Symptoms of baclofen toxicity generally appear within 2-6 h of ingestion. In therapeutic dosage, the penetration of baclofen across the blood brain barrier is poor. However, at higher dosage, the penetration increases. In addition, the slower elimination rate from nerve tissue when compared with that from blood results in a prolonged period of unconsciousness and other central nervous system (CNS) complications following an overdose.  The CNS complications include somnolence, coma, seizures, hallucinations, encephalopathy, respiratory depression, flaccidity and hyporeflexia. Cardiac conduction abnormalities such as supraventricular tachycardia, premature atrial contractions, first degree heart block and prolonged QTc have been observed. Rhabdomyolysis has also been described. ,,, Autonomic disturbances include bradycardia or tachycardia, hypotension or hypertension and miosis or mydriasis.  Laboratory abnormalities have included transient elevations of lactic dehydrogenase, aspartate aminotransferase, alkaline phosphatase and blood glucose. 

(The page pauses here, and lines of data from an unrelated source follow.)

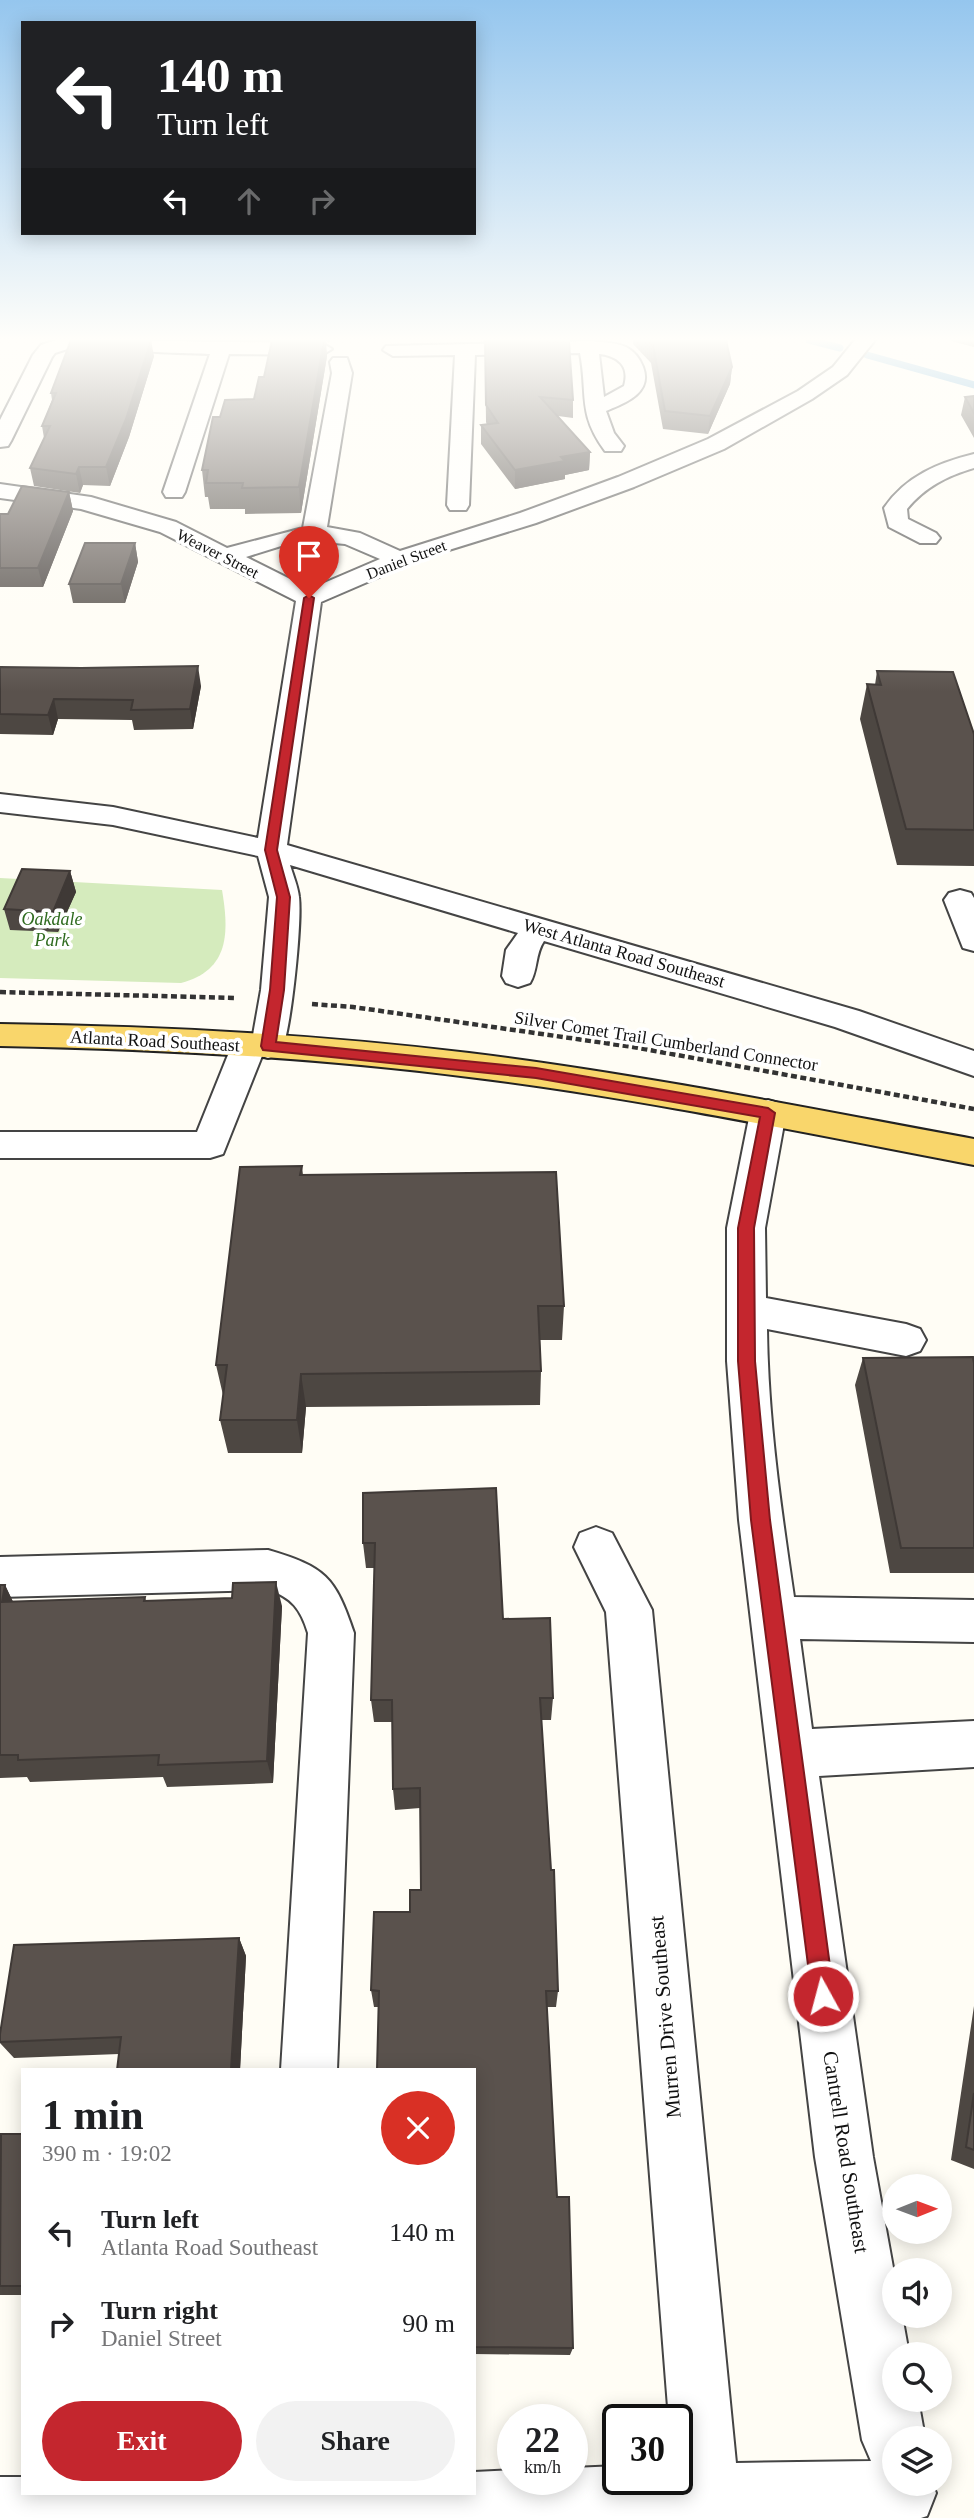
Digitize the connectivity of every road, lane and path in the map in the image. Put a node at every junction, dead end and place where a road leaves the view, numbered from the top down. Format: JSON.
{"nodes":[{"id":1,"x":182,"y":458,"type":"edge"},
{"id":2,"x":327,"y":458,"type":"edge"},
{"id":3,"x":460,"y":458,"type":"edge"},
{"id":4,"x":684,"y":458,"type":"edge"},
{"id":5,"x":974,"y":461,"type":"edge"},
{"id":6,"x":0,"y":491,"type":"edge"},
{"id":7,"x":174,"y":492,"type":"dead end"},
{"id":8,"x":458,"y":505,"type":"dead end"},
{"id":9,"x":314,"y":533,"type":"junction"},
{"id":10,"x":928,"y":538,"type":"dead end"},
{"id":11,"x":225,"y":556,"type":"junction"},
{"id":12,"x":399,"y":560,"type":"junction"},
{"id":13,"x":309,"y":598,"type":"junction"},
{"id":14,"x":0,"y":803,"type":"edge"},
{"id":15,"x":271,"y":850,"type":"junction"},
{"id":16,"x":960,"y":900,"type":"dead end"},
{"id":17,"x":537,"y":928,"type":"junction"},
{"id":18,"x":974,"y":942,"type":"edge"},
{"id":19,"x":518,"y":976,"type":"dead end"},
{"id":20,"x":0,"y":992,"type":"edge"},
{"id":21,"x":187,"y":995,"type":"dead end"},
{"id":22,"x":353,"y":1007,"type":"dead end"},
{"id":23,"x":0,"y":1035,"type":"edge"},
{"id":24,"x":259,"y":1046,"type":"junction"},
{"id":25,"x":974,"y":1064,"type":"edge"},
{"id":26,"x":974,"y":1109,"type":"edge"},
{"id":27,"x":768,"y":1113,"type":"junction"},
{"id":28,"x":0,"y":1144,"type":"edge"},
{"id":29,"x":974,"y":1152,"type":"edge"},
{"id":30,"x":747,"y":1310,"type":"junction"},
{"id":31,"x":906,"y":1339,"type":"dead end"},
{"id":32,"x":596,"y":1547,"type":"dead end"},
{"id":33,"x":0,"y":1577,"type":"edge"},
{"id":34,"x":774,"y":1618,"type":"junction"},
{"id":35,"x":974,"y":1621,"type":"edge"},
{"id":36,"x":974,"y":1744,"type":"edge"},
{"id":37,"x":791,"y":1754,"type":"junction"},
{"id":38,"x":309,"y":2068,"type":"edge"},
{"id":39,"x":892,"y":2426,"type":"edge"},
{"id":40,"x":882,"y":2485,"type":"edge"},
{"id":41,"x":706,"y":2495,"type":"junction"},
{"id":42,"x":288,"y":2500,"type":"edge"},
{"id":43,"x":14,"y":2512,"type":"edge"},
{"id":44,"x":392,"y":2513,"type":"edge"}],
"edges":[{"from":1,"to":7,"type":"street"},
{"from":2,"to":9,"type":"street"},
{"from":3,"to":8,"type":"street"},
{"from":4,"to":12,"type":"street","name":"Daniel Street"},
{"from":5,"to":10,"type":"street"},
{"from":6,"to":11,"type":"street","name":"Weaver Street"},
{"from":9,"to":11,"type":"street"},
{"from":9,"to":12,"type":"street"},
{"from":11,"to":13,"type":"street","name":"Weaver Street"},
{"from":12,"to":13,"type":"street","name":"Daniel Street"},
{"from":13,"to":15,"type":"street"},
{"from":14,"to":15,"type":"street","name":"West Atlanta Road Southeast"},
{"from":15,"to":17,"type":"street","name":"West Atlanta Road Southeast"},
{"from":15,"to":24,"type":"street"},
{"from":16,"to":18,"type":"street"},
{"from":17,"to":19,"type":"street"},
{"from":17,"to":25,"type":"street","name":"West Atlanta Road Southeast"},
{"from":20,"to":21,"type":"path"},
{"from":22,"to":26,"type":"path","name":"Silver Comet Trail Cumberland Connector"},
{"from":23,"to":24,"type":"main road","name":"Atlanta Road Southeast"},
{"from":24,"to":27,"type":"main road","name":"Atlanta Road Southeast"},
{"from":24,"to":28,"type":"street"},
{"from":27,"to":29,"type":"main road","name":"Atlanta Road Southeast"},
{"from":27,"to":30,"type":"street","name":"Cantrell Road Southeast"},
{"from":30,"to":31,"type":"street"},
{"from":30,"to":34,"type":"street","name":"Cantrell Road Southeast"},
{"from":32,"to":41,"type":"street","name":"Murren Drive Southeast"},
{"from":33,"to":38,"type":"street"},
{"from":34,"to":35,"type":"street"},
{"from":34,"to":37,"type":"street","name":"Cantrell Road Southeast"},
{"from":36,"to":37,"type":"street"},
{"from":37,"to":39,"type":"street","name":"Cantrell Road Southeast"},
{"from":40,"to":41,"type":"street"},
{"from":41,"to":44,"type":"street"},
{"from":42,"to":43,"type":"street"},
{"from":42,"to":44,"type":"street"}]}
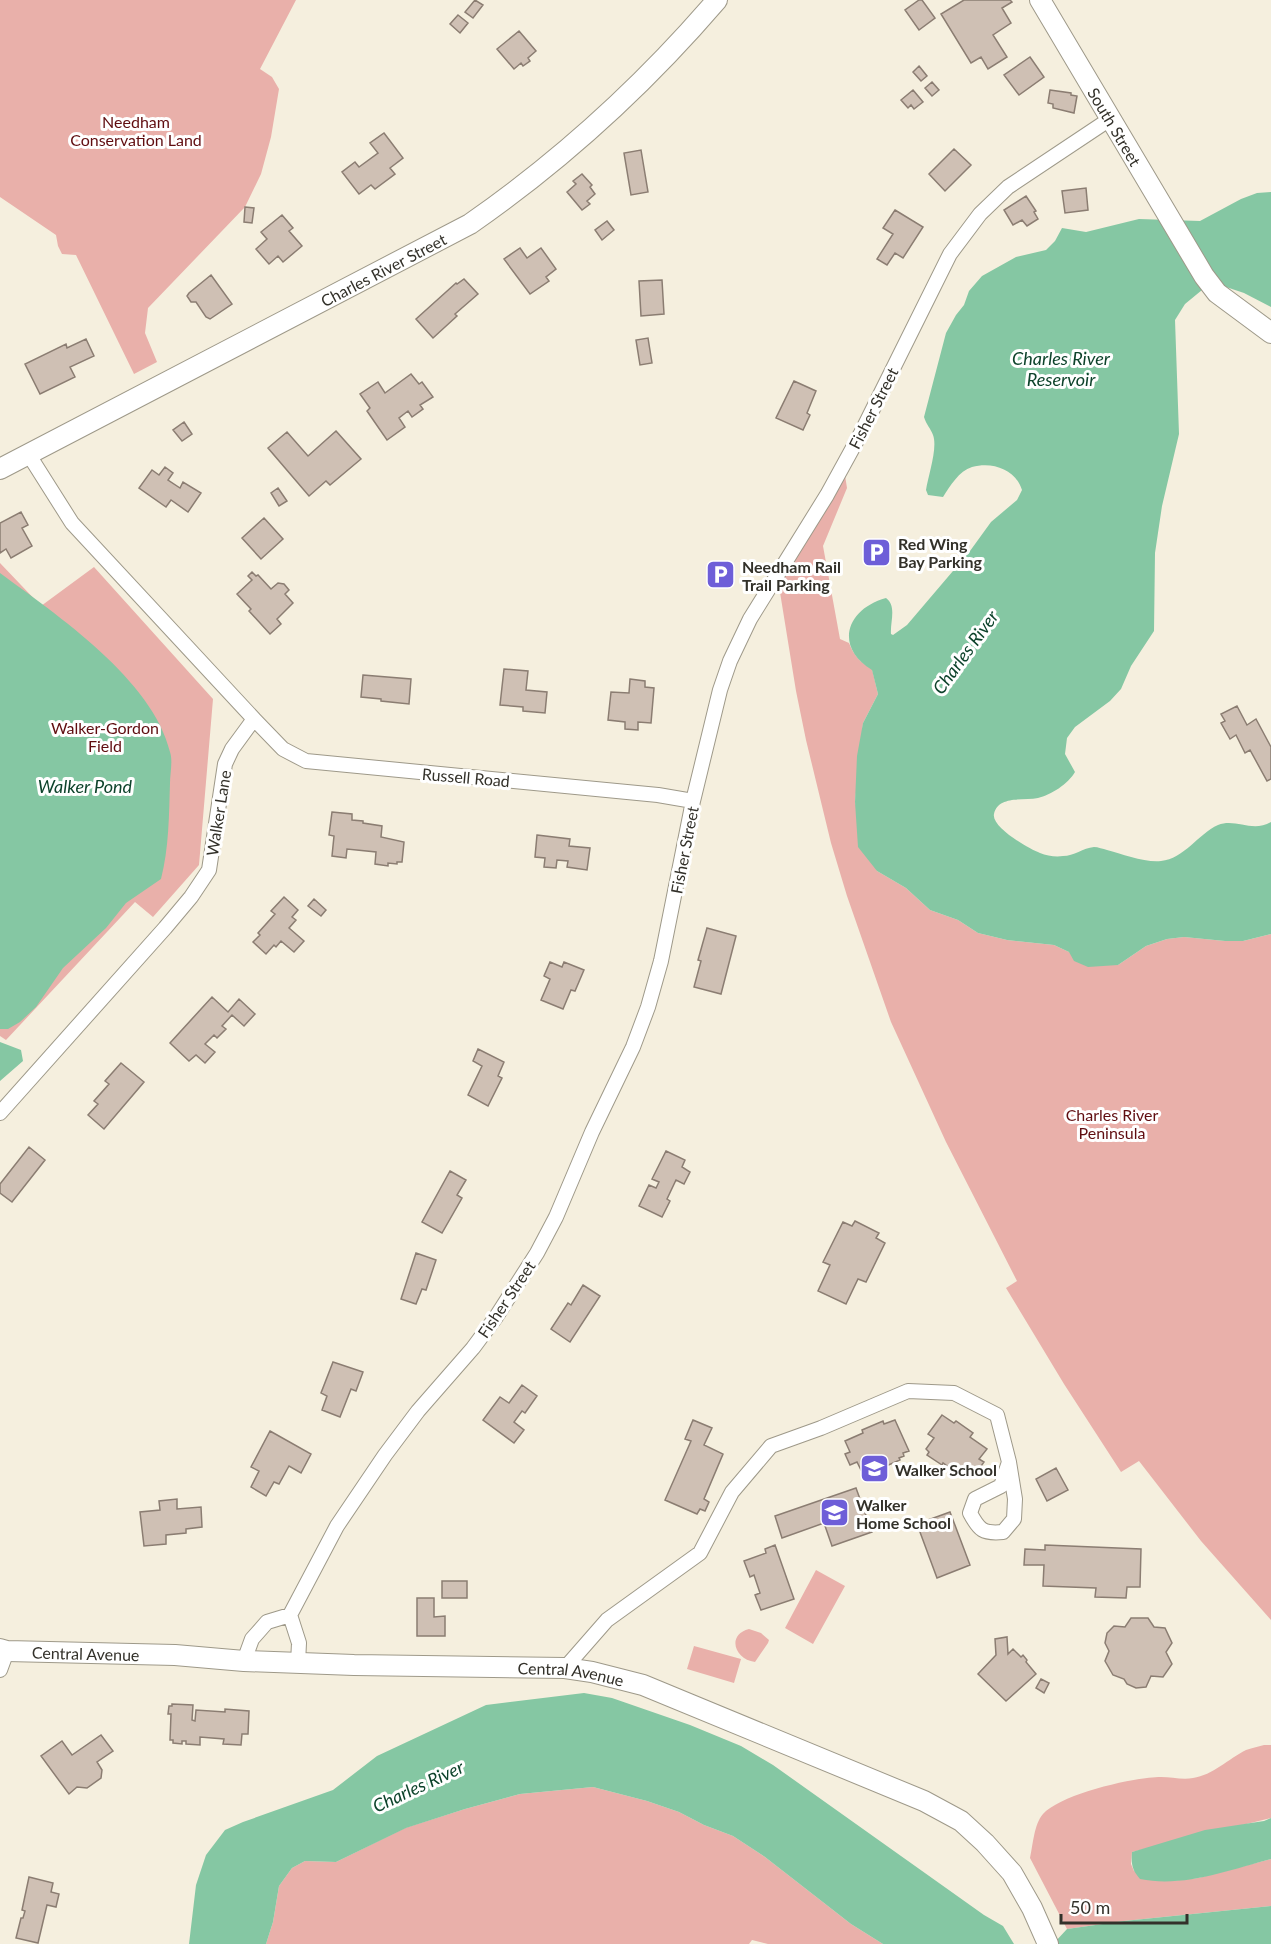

Management of baclofen overdose is primarily supportive. Due to rapid absorption of baclofen from the gastrointestinal tract, gastric lavage and activated charcoal administration, have limited role unless the patient is brought at a very early stage. , Since, the drug is excreted chiefly through the kidneys, generous quantities of fluid should be given, possibly together with a diuretic. , The patient should be stabilized by maintaining the airway, breathing and circulation. No specific antidote to baclofen exists. Some studies have mentioned the role of physostigmine to reduce central side-effects such as somnolence and respiratory depression. , Hemodialysis is the modality of choice for baclofen intoxication in patients with impaired renal function.  As seen in our patient, prognosis is excellent if timely supportive treatment is provided.
Baclofen is a commonly used anti-spasticity agent and its use as a recreational drug has also been reported in adolescents. Hence, clinicians should be aware of the adverse effects and management of baclofen toxicity.